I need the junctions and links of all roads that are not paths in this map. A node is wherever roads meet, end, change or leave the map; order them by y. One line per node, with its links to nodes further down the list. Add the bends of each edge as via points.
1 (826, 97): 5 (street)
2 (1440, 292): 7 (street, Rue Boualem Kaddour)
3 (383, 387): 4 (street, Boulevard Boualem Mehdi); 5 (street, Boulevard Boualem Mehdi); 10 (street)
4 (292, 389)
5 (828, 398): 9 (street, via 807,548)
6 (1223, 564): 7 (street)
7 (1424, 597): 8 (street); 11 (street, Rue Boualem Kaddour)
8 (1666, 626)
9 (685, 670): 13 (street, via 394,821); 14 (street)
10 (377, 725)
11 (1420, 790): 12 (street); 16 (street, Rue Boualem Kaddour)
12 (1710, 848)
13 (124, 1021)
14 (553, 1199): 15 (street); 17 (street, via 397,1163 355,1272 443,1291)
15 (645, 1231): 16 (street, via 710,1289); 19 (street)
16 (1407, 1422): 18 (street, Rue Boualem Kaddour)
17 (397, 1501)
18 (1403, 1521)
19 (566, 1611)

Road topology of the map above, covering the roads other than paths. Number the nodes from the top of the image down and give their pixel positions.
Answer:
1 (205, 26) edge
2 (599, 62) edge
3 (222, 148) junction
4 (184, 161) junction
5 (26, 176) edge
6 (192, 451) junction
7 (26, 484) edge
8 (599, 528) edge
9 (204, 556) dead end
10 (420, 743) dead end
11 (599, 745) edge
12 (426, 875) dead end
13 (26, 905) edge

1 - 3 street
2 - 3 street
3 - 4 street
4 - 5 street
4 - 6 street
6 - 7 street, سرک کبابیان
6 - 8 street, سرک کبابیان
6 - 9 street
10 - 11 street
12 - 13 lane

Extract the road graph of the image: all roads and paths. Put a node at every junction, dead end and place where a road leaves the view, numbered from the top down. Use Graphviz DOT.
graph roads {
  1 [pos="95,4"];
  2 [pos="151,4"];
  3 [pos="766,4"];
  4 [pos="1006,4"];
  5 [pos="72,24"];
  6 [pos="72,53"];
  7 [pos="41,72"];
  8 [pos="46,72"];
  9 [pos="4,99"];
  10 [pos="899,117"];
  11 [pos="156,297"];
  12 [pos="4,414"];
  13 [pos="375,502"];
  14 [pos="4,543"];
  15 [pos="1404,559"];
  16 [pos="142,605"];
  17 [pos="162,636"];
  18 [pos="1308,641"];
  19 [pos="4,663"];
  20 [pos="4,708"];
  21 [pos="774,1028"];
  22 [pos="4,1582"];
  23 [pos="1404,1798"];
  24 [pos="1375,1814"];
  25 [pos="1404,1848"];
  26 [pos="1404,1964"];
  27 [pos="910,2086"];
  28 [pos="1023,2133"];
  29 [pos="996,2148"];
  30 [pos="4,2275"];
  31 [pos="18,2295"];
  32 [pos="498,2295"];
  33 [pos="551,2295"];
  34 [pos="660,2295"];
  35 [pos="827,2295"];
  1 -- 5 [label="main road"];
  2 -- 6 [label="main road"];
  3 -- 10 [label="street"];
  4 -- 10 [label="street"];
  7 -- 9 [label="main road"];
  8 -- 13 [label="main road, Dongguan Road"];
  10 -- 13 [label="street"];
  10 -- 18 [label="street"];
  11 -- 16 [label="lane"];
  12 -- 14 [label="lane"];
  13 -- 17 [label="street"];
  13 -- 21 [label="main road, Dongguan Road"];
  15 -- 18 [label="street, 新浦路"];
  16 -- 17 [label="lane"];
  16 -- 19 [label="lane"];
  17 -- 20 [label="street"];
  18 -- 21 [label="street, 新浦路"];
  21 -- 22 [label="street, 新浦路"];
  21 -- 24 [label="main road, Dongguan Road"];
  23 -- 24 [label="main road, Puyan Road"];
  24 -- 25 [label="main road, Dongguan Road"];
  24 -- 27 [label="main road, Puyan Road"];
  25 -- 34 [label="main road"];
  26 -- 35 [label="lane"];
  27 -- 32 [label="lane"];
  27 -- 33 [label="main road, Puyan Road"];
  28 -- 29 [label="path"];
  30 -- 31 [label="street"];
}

--

■ Exercise aim: Each entry above has to be duplicated exactly as it stands.

■ Output of the exercise:
I need the junctions and links of all roads that are not paths in this map. A node is wherever roads meet, end, change or leave the map; order them by y. One line per node, with its links to nodes further down the list. Add the bends of each edge as via points.
1 (826, 97): 5 (street)
2 (1440, 292): 7 (street, Rue Boualem Kaddour)
3 (383, 387): 4 (street, Boulevard Boualem Mehdi); 5 (street, Boulevard Boualem Mehdi); 10 (street)
4 (292, 389)
5 (828, 398): 9 (street, via 807,548)
6 (1223, 564): 7 (street)
7 (1424, 597): 8 (street); 11 (street, Rue Boualem Kaddour)
8 (1666, 626)
9 (685, 670): 13 (street, via 394,821); 14 (street)
10 (377, 725)
11 (1420, 790): 12 (street); 16 (street, Rue Boualem Kaddour)
12 (1710, 848)
13 (124, 1021)
14 (553, 1199): 15 (street); 17 (street, via 397,1163 355,1272 443,1291)
15 (645, 1231): 16 (street, via 710,1289); 19 (street)
16 (1407, 1422): 18 (street, Rue Boualem Kaddour)
17 (397, 1501)
18 (1403, 1521)
19 (566, 1611)

Road topology of the map above, covering the roads other than paths. Number the nodes from the top of the image down and give their pixel positions.
Answer:
1 (205, 26) edge
2 (599, 62) edge
3 (222, 148) junction
4 (184, 161) junction
5 (26, 176) edge
6 (192, 451) junction
7 (26, 484) edge
8 (599, 528) edge
9 (204, 556) dead end
10 (420, 743) dead end
11 (599, 745) edge
12 (426, 875) dead end
13 (26, 905) edge

1 - 3 street
2 - 3 street
3 - 4 street
4 - 5 street
4 - 6 street
6 - 7 street, سرک کبابیان
6 - 8 street, سرک کبابیان
6 - 9 street
10 - 11 street
12 - 13 lane

Extract the road graph of the image: all roads and paths. Put a node at every junction, dead end and place where a road leaves the view, numbered from the top down. Use Graphviz DOT.
graph roads {
  1 [pos="95,4"];
  2 [pos="151,4"];
  3 [pos="766,4"];
  4 [pos="1006,4"];
  5 [pos="72,24"];
  6 [pos="72,53"];
  7 [pos="41,72"];
  8 [pos="46,72"];
  9 [pos="4,99"];
  10 [pos="899,117"];
  11 [pos="156,297"];
  12 [pos="4,414"];
  13 [pos="375,502"];
  14 [pos="4,543"];
  15 [pos="1404,559"];
  16 [pos="142,605"];
  17 [pos="162,636"];
  18 [pos="1308,641"];
  19 [pos="4,663"];
  20 [pos="4,708"];
  21 [pos="774,1028"];
  22 [pos="4,1582"];
  23 [pos="1404,1798"];
  24 [pos="1375,1814"];
  25 [pos="1404,1848"];
  26 [pos="1404,1964"];
  27 [pos="910,2086"];
  28 [pos="1023,2133"];
  29 [pos="996,2148"];
  30 [pos="4,2275"];
  31 [pos="18,2295"];
  32 [pos="498,2295"];
  33 [pos="551,2295"];
  34 [pos="660,2295"];
  35 [pos="827,2295"];
  1 -- 5 [label="main road"];
  2 -- 6 [label="main road"];
  3 -- 10 [label="street"];
  4 -- 10 [label="street"];
  7 -- 9 [label="main road"];
  8 -- 13 [label="main road, Dongguan Road"];
  10 -- 13 [label="street"];
  10 -- 18 [label="street"];
  11 -- 16 [label="lane"];
  12 -- 14 [label="lane"];
  13 -- 17 [label="street"];
  13 -- 21 [label="main road, Dongguan Road"];
  15 -- 18 [label="street, 新浦路"];
  16 -- 17 [label="lane"];
  16 -- 19 [label="lane"];
  17 -- 20 [label="street"];
  18 -- 21 [label="street, 新浦路"];
  21 -- 22 [label="street, 新浦路"];
  21 -- 24 [label="main road, Dongguan Road"];
  23 -- 24 [label="main road, Puyan Road"];
  24 -- 25 [label="main road, Dongguan Road"];
  24 -- 27 [label="main road, Puyan Road"];
  25 -- 34 [label="main road"];
  26 -- 35 [label="lane"];
  27 -- 32 [label="lane"];
  27 -- 33 [label="main road, Puyan Road"];
  28 -- 29 [label="path"];
  30 -- 31 [label="street"];
}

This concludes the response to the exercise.